Dataset records: Begin

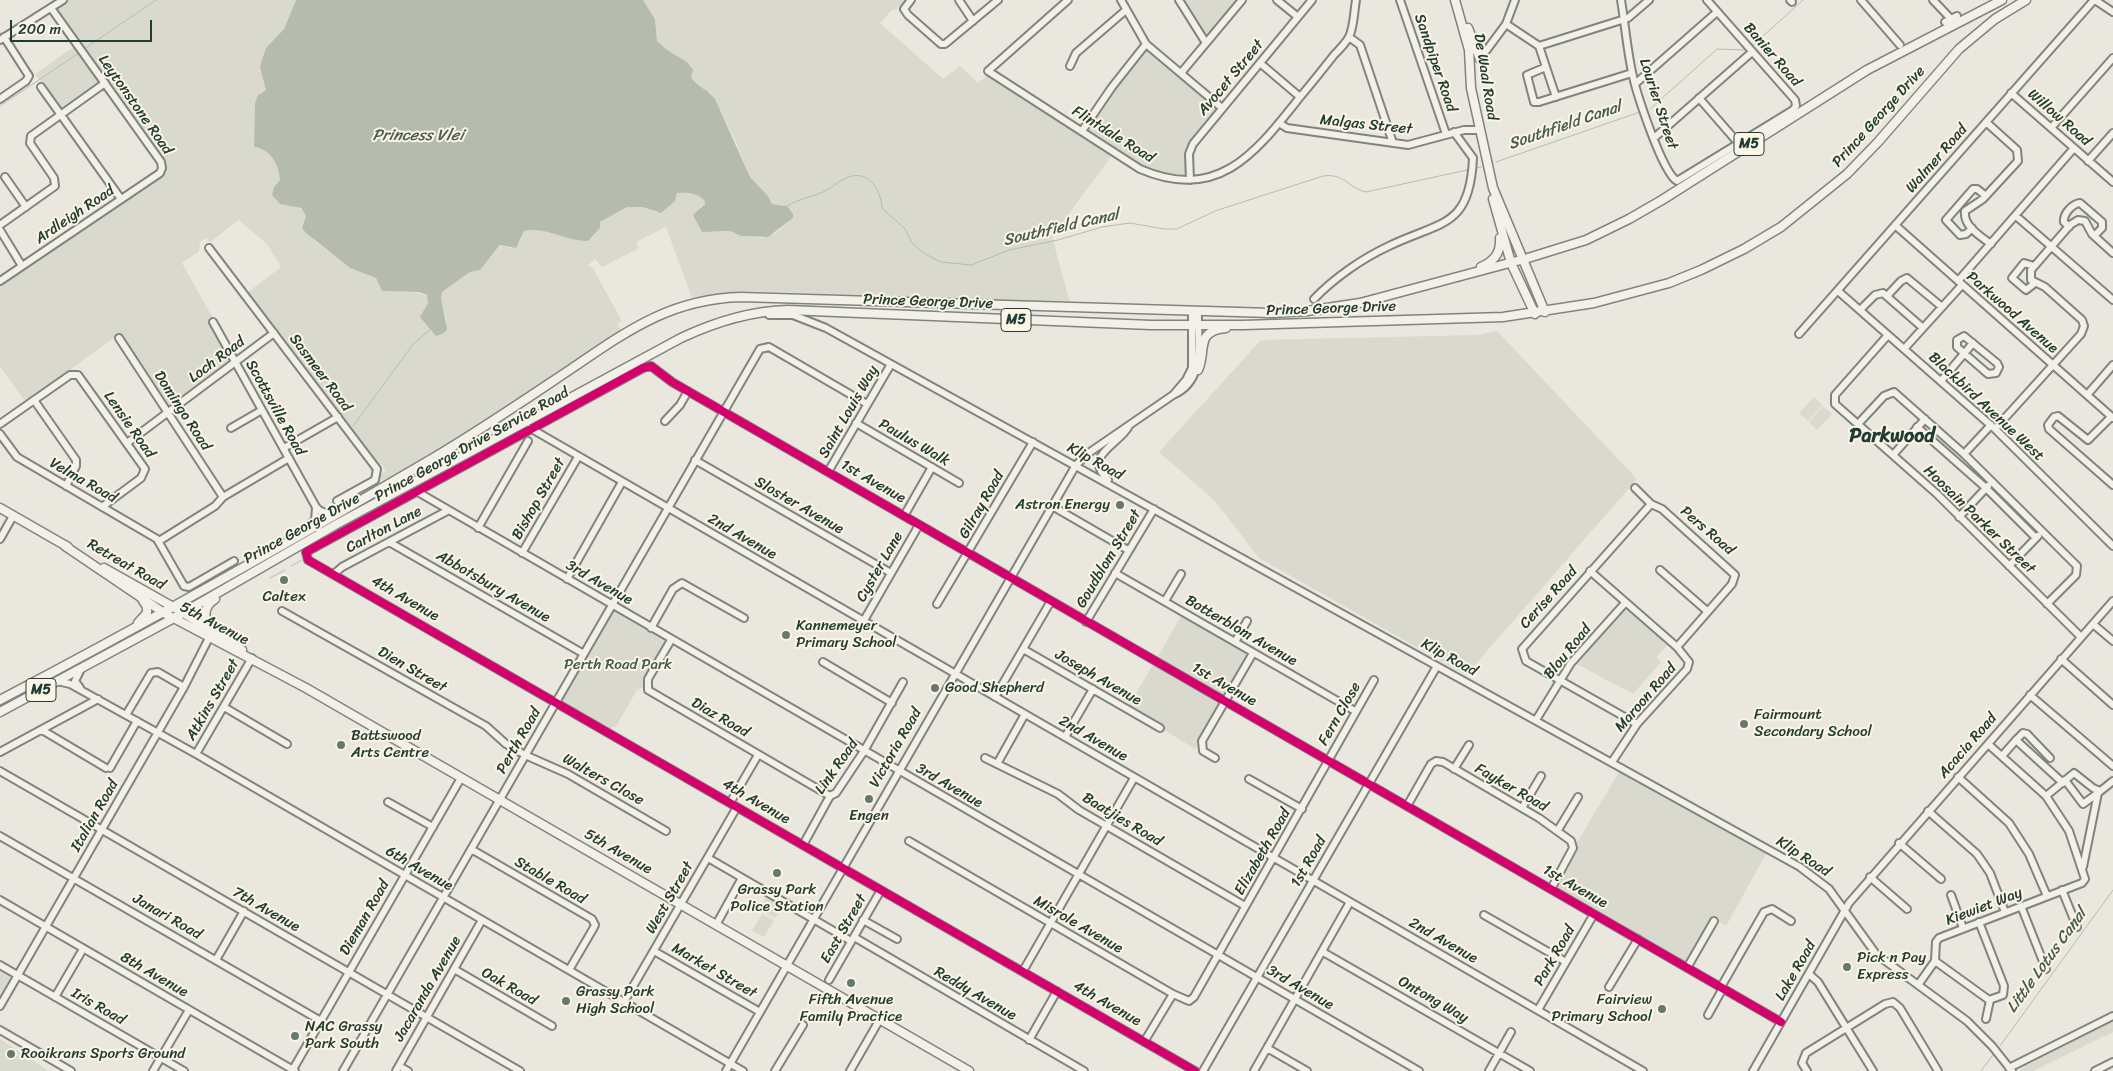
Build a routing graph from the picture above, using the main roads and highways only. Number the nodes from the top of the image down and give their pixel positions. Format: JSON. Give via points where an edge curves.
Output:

Dataset records: End
Dataset records: Begin

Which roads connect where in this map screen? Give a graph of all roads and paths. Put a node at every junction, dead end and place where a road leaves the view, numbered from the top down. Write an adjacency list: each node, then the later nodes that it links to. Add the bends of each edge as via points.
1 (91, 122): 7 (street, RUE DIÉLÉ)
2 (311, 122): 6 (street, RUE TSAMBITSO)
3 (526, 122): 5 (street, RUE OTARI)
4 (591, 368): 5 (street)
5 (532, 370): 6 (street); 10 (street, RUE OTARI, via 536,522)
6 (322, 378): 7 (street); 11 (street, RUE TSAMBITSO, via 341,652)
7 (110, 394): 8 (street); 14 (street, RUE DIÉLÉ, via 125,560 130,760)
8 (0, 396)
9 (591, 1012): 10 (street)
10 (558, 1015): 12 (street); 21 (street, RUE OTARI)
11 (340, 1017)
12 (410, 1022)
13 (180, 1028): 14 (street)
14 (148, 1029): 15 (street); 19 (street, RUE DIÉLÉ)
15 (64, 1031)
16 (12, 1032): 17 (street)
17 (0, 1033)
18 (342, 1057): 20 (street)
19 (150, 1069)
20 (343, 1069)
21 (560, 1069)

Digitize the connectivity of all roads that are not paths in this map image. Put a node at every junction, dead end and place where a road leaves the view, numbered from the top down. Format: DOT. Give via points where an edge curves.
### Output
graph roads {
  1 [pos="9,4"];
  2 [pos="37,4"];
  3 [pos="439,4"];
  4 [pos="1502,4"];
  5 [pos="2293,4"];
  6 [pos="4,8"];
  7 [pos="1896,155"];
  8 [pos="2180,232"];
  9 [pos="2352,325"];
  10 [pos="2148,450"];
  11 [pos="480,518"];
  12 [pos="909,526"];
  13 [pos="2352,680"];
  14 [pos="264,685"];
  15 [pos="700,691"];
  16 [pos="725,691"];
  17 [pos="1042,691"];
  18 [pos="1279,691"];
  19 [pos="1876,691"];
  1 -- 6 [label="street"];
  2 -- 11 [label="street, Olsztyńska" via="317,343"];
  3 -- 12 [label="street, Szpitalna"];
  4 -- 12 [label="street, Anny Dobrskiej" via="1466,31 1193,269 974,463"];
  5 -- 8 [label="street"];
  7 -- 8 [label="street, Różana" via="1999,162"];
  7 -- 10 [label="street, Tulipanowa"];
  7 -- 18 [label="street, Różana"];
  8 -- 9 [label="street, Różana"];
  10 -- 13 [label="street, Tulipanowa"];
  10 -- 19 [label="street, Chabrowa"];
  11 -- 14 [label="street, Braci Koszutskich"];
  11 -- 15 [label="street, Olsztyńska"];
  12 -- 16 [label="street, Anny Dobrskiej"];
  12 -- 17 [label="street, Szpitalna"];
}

Dataset records: End
Dataset records: Begin

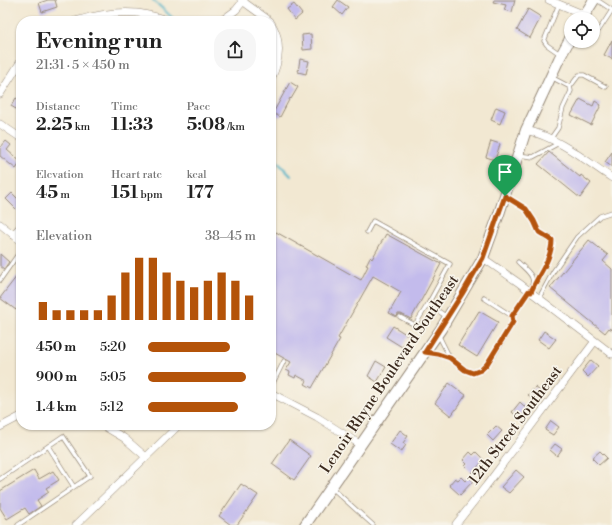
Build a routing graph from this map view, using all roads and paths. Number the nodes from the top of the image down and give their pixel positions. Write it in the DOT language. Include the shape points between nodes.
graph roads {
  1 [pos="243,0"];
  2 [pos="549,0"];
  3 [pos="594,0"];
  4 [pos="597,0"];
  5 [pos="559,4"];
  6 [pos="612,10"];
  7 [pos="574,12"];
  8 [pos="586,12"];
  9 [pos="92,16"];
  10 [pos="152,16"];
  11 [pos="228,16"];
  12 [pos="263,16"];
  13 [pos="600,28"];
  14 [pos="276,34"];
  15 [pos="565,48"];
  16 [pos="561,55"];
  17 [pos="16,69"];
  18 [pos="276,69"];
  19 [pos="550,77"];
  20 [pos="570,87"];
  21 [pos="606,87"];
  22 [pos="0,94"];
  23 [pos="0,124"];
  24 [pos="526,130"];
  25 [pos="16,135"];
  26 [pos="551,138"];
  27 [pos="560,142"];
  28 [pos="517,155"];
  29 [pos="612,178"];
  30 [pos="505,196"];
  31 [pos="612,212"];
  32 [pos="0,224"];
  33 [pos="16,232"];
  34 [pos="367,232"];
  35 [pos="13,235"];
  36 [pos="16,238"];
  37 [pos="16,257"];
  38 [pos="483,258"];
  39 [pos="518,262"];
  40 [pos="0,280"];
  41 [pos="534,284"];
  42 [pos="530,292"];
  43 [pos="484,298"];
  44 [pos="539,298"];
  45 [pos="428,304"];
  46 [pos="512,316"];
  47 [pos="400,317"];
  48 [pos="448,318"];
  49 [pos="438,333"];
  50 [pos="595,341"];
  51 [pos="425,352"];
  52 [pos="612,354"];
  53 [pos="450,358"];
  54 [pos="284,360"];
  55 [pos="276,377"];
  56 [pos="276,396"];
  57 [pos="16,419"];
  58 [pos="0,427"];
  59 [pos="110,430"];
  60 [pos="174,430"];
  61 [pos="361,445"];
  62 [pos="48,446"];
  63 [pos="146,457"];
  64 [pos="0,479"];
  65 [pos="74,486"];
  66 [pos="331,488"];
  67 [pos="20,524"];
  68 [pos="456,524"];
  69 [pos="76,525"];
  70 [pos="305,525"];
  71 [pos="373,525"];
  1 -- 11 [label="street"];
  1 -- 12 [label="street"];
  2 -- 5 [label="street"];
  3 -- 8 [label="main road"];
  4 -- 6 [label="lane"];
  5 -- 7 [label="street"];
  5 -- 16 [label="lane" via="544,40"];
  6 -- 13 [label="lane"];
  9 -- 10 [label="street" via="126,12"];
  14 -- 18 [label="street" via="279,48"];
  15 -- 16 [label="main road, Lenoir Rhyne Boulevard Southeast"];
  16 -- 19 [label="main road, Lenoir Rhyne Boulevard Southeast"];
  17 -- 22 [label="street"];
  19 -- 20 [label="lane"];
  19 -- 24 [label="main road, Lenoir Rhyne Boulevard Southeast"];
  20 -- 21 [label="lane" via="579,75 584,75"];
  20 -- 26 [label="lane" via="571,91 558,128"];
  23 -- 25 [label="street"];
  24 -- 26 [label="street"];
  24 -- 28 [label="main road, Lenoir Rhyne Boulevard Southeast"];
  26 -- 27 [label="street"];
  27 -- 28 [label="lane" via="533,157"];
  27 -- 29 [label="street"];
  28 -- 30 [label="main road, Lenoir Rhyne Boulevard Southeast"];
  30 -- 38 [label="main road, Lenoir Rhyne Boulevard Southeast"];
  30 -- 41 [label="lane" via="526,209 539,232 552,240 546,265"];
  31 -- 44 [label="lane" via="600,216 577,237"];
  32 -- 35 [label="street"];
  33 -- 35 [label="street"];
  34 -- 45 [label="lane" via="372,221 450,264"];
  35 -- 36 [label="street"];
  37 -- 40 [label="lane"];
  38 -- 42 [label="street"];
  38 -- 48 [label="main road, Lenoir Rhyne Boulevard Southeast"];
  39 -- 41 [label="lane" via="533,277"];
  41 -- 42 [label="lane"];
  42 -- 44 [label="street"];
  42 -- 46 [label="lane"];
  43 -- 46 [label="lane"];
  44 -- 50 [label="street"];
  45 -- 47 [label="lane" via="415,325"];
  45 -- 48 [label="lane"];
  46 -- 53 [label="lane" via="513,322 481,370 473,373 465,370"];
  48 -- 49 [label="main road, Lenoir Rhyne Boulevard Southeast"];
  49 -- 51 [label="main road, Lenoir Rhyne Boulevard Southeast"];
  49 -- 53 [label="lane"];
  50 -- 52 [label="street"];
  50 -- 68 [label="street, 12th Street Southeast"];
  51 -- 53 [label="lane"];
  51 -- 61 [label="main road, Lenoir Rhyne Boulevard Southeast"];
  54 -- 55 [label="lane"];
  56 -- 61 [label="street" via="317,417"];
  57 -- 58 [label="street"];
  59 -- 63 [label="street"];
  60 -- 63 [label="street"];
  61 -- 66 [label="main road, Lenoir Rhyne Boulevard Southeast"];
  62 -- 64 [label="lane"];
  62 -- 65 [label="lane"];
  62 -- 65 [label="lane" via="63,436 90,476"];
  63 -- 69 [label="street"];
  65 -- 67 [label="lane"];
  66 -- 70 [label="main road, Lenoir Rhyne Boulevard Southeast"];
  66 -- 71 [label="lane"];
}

Dataset records: End

◆ Problem details:
Pick every line containing the word "curves" out of the material, and copy those lines.

◆ Exercise answer:
Build a routing graph from the picture above, using the main roads and highways only. Number the nodes from the top of the image down and give their pixel positions. Format: JSON. Give via points where an edge curves.
Digitize the connectivity of all roads that are not paths in this map image. Put a node at every junction, dead end and place where a road leaves the view, numbered from the top down. Format: DOT. Give via points where an edge curves.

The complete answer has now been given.